==== Records shown ====
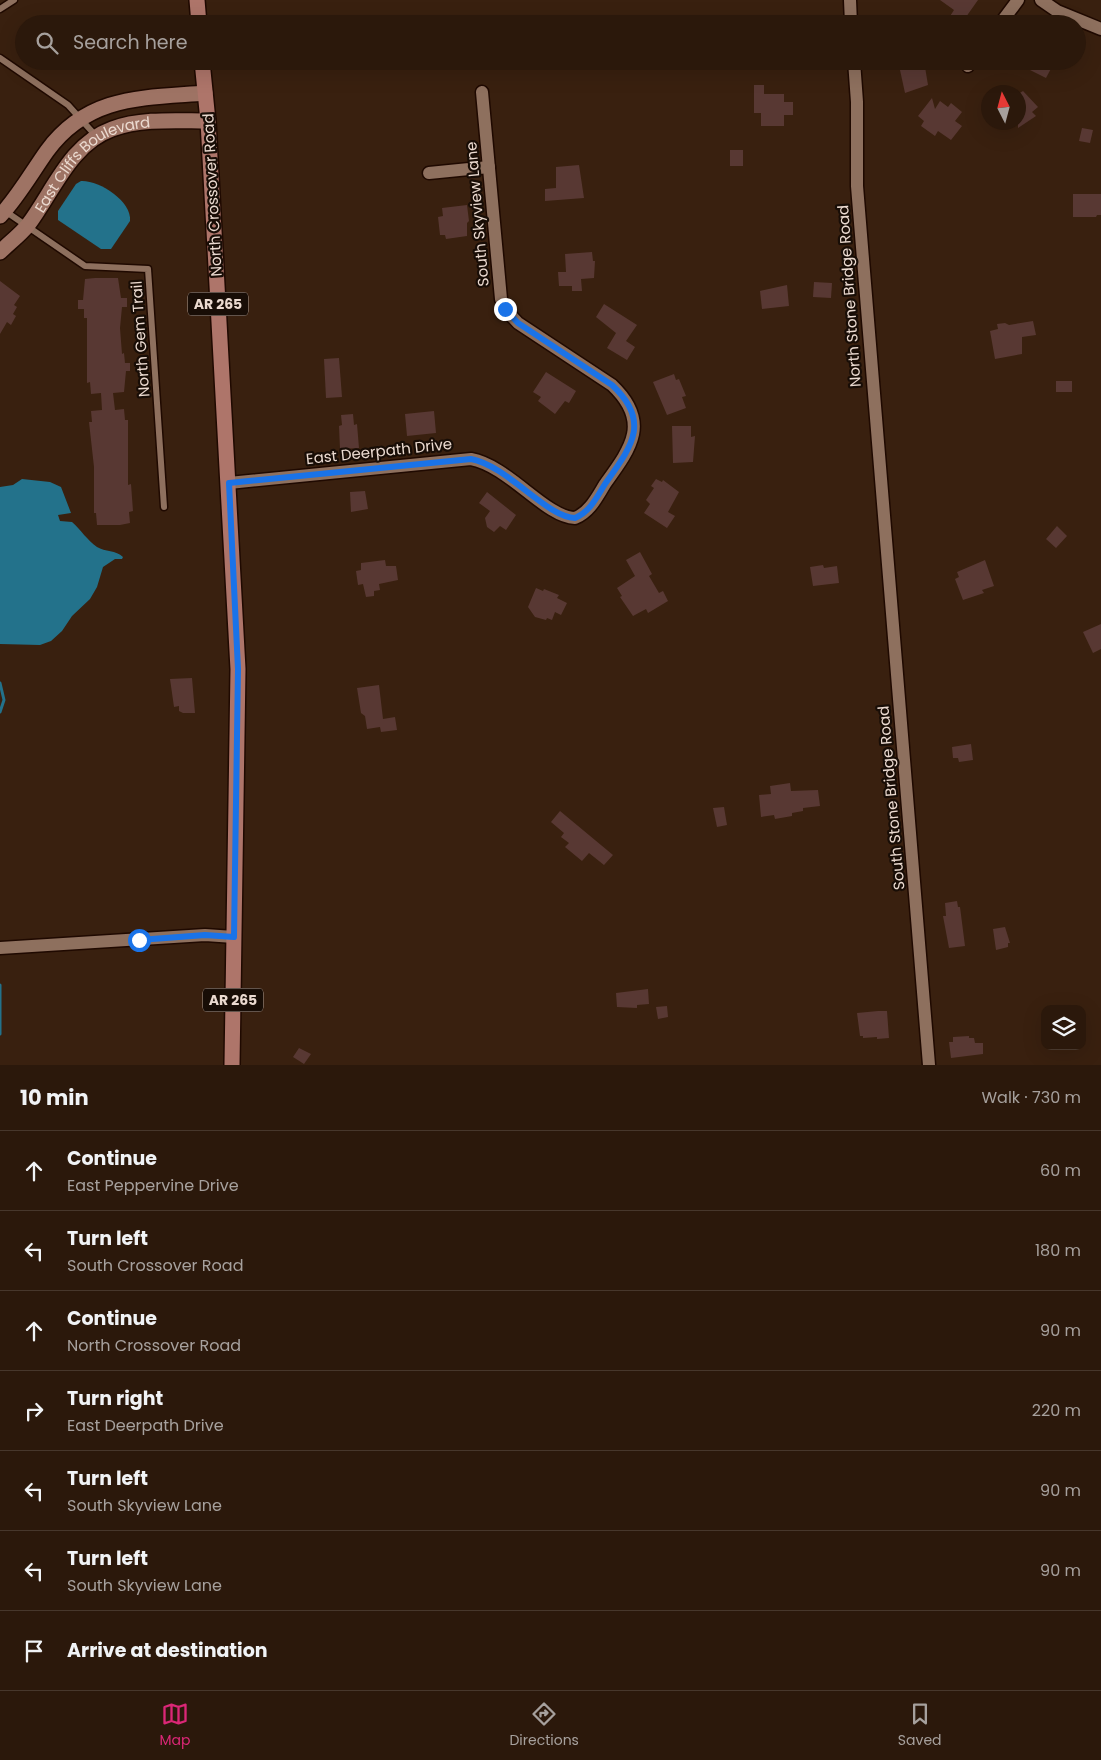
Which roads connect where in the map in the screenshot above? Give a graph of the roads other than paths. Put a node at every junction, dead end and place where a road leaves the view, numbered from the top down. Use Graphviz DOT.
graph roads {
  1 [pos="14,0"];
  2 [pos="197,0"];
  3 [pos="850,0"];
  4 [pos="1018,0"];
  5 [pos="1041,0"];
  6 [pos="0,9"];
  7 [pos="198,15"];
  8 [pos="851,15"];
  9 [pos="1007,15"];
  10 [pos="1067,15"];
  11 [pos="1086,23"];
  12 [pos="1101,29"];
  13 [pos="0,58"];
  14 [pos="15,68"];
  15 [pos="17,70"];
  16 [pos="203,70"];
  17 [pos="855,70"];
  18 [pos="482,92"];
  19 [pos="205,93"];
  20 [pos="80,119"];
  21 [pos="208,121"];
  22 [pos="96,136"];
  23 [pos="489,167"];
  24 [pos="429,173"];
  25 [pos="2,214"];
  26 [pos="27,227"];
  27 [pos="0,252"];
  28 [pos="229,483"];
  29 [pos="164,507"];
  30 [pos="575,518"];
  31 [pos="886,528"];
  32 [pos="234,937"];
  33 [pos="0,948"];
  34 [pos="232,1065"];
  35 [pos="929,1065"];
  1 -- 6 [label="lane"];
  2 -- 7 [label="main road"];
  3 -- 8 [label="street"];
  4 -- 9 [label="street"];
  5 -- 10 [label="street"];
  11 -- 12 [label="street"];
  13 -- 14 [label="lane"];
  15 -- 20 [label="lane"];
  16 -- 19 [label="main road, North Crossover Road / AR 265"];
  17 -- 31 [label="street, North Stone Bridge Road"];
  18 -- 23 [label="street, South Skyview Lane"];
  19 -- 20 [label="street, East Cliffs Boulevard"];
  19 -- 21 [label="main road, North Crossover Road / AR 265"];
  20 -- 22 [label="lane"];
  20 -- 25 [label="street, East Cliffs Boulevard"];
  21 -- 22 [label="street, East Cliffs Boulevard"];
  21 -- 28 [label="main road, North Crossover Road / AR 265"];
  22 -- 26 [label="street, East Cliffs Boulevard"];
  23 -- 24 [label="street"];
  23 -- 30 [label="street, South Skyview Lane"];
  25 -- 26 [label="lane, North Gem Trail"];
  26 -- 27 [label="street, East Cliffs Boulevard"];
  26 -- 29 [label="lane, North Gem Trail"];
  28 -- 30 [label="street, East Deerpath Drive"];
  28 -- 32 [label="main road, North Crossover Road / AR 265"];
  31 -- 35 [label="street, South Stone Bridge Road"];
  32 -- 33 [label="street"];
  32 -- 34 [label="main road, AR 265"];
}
====
==== Records shown ====
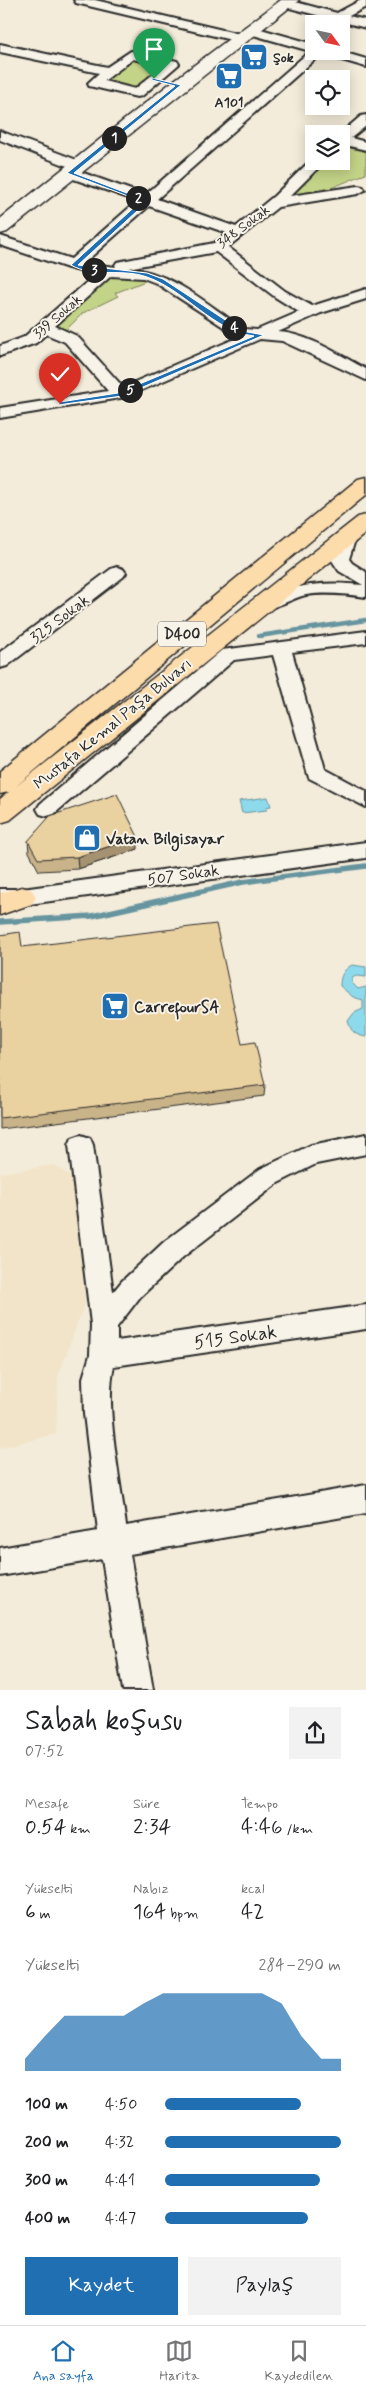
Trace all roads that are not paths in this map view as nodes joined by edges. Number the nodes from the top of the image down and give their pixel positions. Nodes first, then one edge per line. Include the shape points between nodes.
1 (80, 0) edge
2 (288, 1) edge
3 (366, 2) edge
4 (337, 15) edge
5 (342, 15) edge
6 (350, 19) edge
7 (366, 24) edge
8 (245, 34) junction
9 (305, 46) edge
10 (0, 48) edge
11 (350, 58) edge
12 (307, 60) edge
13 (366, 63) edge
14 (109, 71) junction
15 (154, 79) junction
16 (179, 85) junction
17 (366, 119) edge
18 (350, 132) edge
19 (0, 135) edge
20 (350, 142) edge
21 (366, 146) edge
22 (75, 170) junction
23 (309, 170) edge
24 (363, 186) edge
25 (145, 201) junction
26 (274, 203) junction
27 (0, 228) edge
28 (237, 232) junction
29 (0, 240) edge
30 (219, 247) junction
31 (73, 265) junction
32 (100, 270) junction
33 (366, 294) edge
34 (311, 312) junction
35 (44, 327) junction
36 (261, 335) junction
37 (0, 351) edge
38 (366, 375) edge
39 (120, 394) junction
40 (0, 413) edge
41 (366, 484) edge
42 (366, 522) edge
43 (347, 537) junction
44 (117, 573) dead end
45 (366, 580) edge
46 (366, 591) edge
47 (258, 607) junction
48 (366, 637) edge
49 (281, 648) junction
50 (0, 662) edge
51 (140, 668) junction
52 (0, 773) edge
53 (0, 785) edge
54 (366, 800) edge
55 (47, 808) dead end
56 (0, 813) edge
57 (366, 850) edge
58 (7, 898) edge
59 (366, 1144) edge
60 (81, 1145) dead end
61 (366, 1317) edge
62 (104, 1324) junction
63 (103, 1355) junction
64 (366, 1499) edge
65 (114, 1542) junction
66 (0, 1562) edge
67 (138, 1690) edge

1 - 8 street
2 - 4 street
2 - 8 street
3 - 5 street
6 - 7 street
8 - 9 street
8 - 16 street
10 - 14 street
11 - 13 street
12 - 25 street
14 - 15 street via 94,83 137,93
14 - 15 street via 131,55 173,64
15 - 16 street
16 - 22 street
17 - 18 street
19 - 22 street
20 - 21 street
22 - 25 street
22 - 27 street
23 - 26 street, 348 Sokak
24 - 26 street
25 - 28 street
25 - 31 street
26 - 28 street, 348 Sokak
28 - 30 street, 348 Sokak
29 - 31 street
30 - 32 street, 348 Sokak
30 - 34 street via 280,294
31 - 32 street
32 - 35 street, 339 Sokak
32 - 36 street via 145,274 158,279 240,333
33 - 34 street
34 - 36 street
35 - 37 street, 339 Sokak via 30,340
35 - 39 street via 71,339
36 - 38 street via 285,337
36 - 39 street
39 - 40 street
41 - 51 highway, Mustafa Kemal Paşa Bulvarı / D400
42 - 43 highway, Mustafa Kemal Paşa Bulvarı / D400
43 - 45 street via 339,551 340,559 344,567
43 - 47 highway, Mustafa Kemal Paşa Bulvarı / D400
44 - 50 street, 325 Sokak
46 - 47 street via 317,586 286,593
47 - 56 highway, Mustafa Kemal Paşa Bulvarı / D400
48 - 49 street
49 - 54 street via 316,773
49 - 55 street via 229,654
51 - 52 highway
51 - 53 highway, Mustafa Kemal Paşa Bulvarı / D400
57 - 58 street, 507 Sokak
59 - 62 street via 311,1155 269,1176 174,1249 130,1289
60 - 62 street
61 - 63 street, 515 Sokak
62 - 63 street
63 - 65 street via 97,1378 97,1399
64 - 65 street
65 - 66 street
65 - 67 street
====
==== Records shown ====
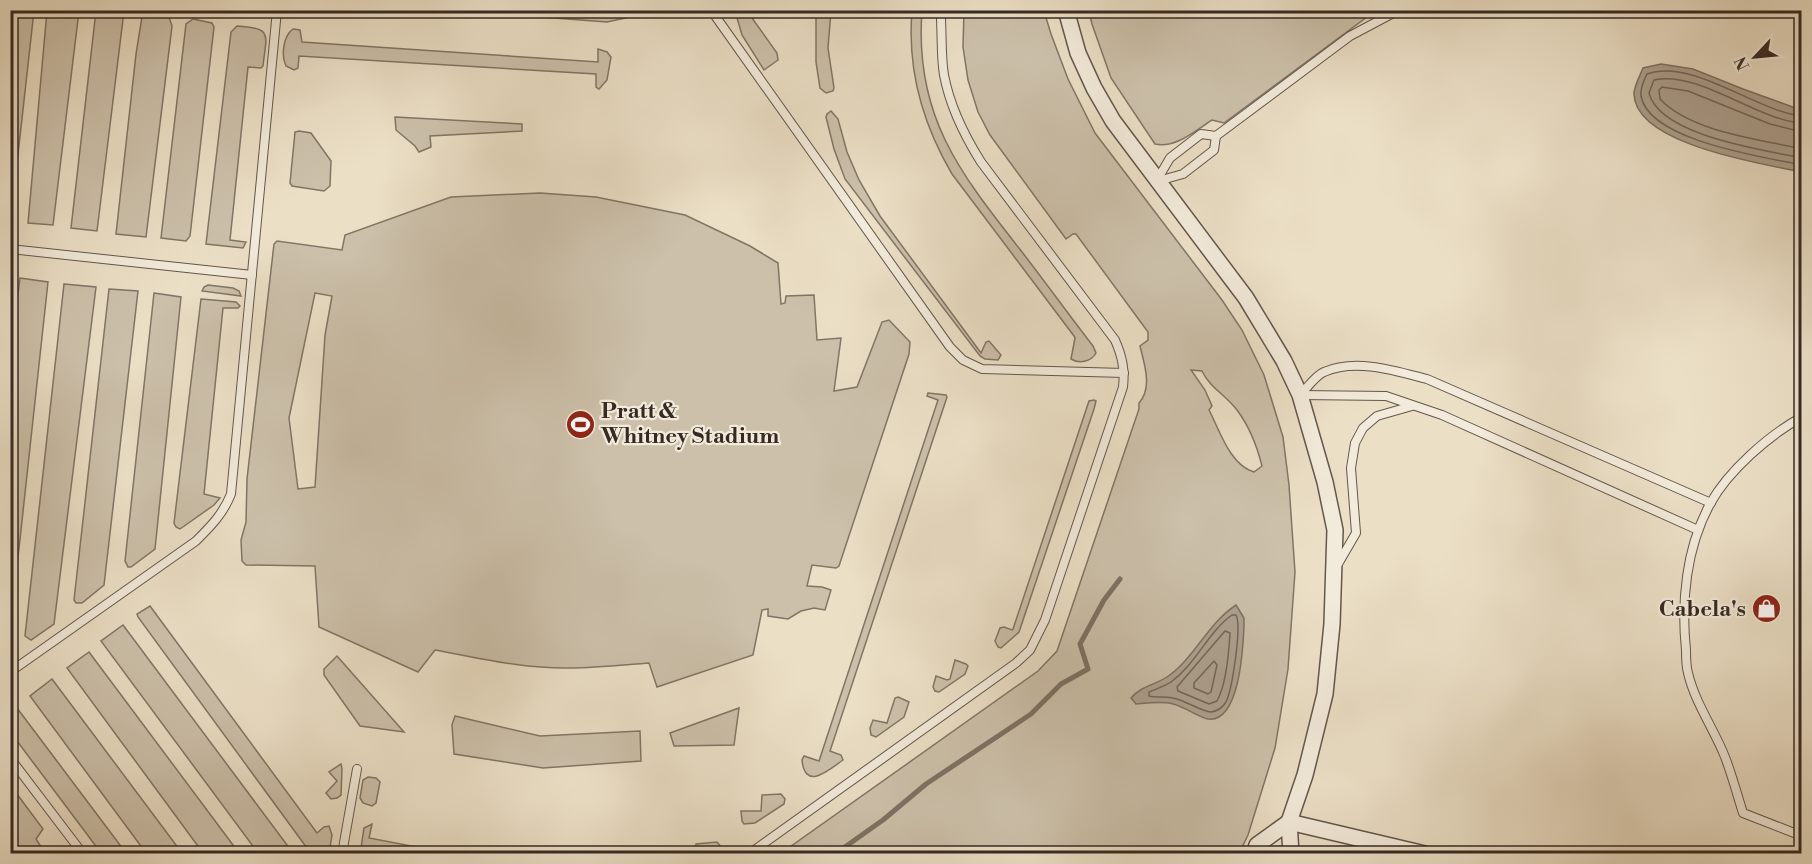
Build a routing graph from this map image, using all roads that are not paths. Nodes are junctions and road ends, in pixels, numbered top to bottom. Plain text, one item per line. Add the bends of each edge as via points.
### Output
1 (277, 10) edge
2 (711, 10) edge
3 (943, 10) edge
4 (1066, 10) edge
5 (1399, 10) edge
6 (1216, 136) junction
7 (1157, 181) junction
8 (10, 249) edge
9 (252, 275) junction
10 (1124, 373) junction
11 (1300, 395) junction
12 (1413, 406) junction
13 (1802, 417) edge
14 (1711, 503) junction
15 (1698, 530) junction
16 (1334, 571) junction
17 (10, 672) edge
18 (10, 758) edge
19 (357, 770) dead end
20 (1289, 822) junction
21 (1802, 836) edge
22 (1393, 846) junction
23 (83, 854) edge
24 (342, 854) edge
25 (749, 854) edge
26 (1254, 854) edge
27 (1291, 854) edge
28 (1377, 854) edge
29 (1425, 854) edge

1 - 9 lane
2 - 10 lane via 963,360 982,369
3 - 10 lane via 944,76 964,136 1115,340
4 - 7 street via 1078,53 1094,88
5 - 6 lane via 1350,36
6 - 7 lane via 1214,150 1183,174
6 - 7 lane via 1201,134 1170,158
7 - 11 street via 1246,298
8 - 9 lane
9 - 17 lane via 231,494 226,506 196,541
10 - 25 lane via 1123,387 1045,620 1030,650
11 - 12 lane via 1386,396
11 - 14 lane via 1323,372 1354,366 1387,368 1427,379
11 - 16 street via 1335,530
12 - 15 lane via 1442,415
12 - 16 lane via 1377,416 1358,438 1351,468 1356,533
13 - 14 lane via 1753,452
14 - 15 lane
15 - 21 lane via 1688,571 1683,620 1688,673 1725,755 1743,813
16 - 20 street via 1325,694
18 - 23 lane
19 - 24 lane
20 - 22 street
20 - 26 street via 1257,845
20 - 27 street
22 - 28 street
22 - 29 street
====
→ Task prompt
Show all lines in the entries above where the word "Trail" appears.

→ The completed task
  25 -- 26 [label="lane, North Gem Trail"];
  26 -- 29 [label="lane, North Gem Trail"];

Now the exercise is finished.